Crops grown with excessive synthetic fertilisers and herbicides are dangerous, Zonal Manager of Cross River Agricultural Development Project (CRADP), Mark Ewa, has warned.
He blamed the recourse to the trend on poor farm yields caused by climate change.
Ewa, whose zone covers northern senatorial district of the state, added to meet demands, most farmers overuse fertilisers and herbicides.
He said: “A farmer will spray his farm with herbicide over three times in a year. And most times, the crops rot in the soil, and when this food is consumed, it is harmful to health.
“You see people falling sick every now and then, and when you investigate, it may be linked to foods they eat.
“A lot of food items produced in Nigeria are not accepted in international market, especially yams. This is because farmers overuse chemicals in growing these crops.
“Our yams, shipped abroad, are turned down due to chemicals used in growing them.”
Ewa suggested training and retraining of farmers, on use of fertilisers and herbicides as well as implications of climate change.
“Farmers no longer follow instructions and recommended measurement in application of fertiliser and herbicide.
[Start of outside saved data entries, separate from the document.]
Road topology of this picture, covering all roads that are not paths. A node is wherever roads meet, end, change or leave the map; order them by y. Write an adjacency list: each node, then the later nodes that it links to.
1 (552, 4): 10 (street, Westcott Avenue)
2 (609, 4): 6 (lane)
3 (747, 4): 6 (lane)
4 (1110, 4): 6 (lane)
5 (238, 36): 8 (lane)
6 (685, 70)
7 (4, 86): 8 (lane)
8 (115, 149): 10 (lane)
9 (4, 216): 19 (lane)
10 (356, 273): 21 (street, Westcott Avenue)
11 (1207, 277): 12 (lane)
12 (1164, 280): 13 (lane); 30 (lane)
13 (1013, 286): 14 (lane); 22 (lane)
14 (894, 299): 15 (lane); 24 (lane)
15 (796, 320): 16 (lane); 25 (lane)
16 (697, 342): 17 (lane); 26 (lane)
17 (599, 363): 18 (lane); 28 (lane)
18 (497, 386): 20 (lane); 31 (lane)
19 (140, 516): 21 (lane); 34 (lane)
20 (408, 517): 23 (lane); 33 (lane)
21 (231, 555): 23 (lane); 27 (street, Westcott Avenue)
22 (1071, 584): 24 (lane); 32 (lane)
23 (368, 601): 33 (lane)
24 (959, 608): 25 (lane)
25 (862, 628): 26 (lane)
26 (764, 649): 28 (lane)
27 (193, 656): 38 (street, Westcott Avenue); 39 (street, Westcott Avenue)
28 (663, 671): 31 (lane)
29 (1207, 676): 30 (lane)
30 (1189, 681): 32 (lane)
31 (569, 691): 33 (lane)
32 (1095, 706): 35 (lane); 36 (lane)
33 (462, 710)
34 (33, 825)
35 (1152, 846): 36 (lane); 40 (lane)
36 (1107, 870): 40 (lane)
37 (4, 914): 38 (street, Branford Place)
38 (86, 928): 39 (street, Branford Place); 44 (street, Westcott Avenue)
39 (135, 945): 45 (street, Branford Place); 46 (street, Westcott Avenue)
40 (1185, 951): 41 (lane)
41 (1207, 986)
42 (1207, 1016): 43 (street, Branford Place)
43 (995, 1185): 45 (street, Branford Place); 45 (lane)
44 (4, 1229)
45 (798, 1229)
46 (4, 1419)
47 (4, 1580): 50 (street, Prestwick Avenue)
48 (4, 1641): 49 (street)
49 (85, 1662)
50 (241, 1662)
“You will see a farmer using a full 50kg bag of fertiliser on a small farm. And this farmer will apply this fertiliser twice on the crops before harvesting and the duration for harvesting is very short,” he said.
The Nigerian Meteorological Agency (NIMET) had predicted the weather for Cross River North in early 2023.
The prediction shows that the zone will experience severe drought between June to July and flooding in September
However, Ewa argued that farmers are not aware of these weather predictions due to a lack of access to information.
Ewa used the opportunity to list the lack of staffing and funding as hindrances to farmers’ training by the CRADP.
The entire Ogoja Local Government Area has only five agricultural extension workers, in Yala we have three extension workers, in Bekwara we have one extension worker, in Obudu, one, in Obanliku, one, making a total of 11 extension workers in the entire zone.